• [WHAT IS BEING ASKED]: The required answer is a copy of each line in the entries below that includes "above".

• [THE DATA]:
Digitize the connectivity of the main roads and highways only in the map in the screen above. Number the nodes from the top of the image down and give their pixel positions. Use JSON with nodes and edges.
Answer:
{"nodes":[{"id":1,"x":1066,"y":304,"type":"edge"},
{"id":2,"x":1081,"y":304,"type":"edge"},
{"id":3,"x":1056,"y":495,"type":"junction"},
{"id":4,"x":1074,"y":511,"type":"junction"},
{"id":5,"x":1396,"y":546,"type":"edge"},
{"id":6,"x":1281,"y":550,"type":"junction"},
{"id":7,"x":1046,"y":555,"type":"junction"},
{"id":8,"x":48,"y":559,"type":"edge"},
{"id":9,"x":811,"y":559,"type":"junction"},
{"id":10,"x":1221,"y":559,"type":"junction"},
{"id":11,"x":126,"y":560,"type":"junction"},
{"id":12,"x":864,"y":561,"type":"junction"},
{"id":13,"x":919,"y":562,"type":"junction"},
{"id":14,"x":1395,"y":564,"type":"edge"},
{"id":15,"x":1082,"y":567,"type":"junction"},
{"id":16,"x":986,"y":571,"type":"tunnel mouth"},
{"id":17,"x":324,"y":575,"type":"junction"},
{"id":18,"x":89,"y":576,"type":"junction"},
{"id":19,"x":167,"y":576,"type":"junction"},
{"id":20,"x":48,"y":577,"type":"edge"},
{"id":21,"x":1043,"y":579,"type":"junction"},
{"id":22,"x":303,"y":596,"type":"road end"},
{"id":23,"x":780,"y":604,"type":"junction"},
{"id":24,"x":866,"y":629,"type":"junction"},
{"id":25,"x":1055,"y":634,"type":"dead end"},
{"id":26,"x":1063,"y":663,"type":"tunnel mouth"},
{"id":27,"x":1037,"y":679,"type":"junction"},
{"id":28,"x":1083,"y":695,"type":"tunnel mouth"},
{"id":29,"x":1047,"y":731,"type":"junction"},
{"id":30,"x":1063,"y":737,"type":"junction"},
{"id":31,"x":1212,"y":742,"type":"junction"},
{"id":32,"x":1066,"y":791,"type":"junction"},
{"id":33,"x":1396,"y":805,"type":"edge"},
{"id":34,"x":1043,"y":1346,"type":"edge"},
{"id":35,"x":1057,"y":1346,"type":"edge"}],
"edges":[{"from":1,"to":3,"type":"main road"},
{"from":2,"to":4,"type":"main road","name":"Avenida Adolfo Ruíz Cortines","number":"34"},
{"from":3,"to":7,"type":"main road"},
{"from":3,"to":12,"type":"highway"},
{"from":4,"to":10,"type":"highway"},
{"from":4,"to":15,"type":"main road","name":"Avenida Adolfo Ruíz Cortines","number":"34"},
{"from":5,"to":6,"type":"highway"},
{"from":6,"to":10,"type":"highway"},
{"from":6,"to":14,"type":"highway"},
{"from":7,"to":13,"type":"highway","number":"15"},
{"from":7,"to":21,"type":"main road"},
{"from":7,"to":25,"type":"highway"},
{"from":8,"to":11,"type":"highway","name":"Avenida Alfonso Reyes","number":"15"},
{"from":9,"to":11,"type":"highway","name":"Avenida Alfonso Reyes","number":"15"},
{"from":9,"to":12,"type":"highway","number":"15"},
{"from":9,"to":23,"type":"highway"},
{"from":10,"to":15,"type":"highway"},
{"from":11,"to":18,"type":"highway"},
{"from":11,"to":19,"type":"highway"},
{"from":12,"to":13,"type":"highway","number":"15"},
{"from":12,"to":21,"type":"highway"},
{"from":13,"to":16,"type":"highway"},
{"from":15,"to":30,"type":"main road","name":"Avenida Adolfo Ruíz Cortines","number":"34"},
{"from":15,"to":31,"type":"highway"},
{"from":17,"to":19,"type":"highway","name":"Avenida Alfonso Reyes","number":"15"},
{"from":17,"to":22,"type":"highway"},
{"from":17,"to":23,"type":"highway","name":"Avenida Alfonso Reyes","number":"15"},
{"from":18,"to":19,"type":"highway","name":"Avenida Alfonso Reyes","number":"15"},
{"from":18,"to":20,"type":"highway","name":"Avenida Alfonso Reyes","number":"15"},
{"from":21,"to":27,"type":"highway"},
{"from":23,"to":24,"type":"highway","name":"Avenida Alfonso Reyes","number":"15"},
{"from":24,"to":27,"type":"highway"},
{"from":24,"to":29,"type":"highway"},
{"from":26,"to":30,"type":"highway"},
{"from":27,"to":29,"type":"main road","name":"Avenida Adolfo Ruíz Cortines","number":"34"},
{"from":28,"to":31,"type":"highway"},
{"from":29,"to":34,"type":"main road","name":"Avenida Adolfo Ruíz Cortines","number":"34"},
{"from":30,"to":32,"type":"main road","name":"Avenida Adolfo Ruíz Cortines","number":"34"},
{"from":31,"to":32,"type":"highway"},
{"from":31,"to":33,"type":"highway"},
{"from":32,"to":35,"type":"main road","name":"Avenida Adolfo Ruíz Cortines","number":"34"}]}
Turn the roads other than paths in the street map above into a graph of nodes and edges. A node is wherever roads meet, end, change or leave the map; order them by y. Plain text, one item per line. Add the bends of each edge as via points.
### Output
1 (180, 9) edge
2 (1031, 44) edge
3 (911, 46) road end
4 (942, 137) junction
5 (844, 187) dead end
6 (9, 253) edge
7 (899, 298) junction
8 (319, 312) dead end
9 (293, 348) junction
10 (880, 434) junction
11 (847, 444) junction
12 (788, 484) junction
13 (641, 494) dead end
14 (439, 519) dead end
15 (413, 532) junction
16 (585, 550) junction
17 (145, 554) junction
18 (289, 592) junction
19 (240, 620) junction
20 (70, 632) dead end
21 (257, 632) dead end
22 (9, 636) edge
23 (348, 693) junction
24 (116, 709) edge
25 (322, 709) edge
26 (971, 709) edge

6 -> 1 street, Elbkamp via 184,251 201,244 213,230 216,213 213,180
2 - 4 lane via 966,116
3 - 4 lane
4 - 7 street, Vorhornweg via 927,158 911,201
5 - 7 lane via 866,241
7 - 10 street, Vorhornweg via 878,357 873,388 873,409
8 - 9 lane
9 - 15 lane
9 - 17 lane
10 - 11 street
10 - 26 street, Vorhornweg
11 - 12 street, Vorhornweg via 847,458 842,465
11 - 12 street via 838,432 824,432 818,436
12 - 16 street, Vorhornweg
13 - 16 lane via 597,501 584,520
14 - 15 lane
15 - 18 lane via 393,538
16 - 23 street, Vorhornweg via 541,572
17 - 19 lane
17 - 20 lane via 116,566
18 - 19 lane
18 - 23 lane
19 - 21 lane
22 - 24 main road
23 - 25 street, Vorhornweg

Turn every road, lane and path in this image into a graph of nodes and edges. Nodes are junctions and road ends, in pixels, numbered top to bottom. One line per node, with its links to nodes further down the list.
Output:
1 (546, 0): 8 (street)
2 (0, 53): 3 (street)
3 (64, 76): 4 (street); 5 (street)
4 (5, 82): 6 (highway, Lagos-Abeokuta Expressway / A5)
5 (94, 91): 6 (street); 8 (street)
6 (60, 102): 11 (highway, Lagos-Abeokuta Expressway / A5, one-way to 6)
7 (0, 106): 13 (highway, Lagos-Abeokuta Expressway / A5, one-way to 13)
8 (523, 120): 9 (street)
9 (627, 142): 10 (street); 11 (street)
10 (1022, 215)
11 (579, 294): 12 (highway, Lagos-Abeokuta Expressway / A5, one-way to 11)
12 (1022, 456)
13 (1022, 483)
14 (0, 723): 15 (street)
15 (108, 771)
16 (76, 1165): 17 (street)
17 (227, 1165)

• [THE ANSWER]:
Digitize the connectivity of the main roads and highways only in the map in the screen above. Number the nodes from the top of the image down and give their pixel positions. Use JSON with nodes and edges.
Turn the roads other than paths in the street map above into a graph of nodes and edges. A node is wherever roads meet, end, change or leave the map; order them by y. Plain text, one item per line. Add the bends of each edge as via points.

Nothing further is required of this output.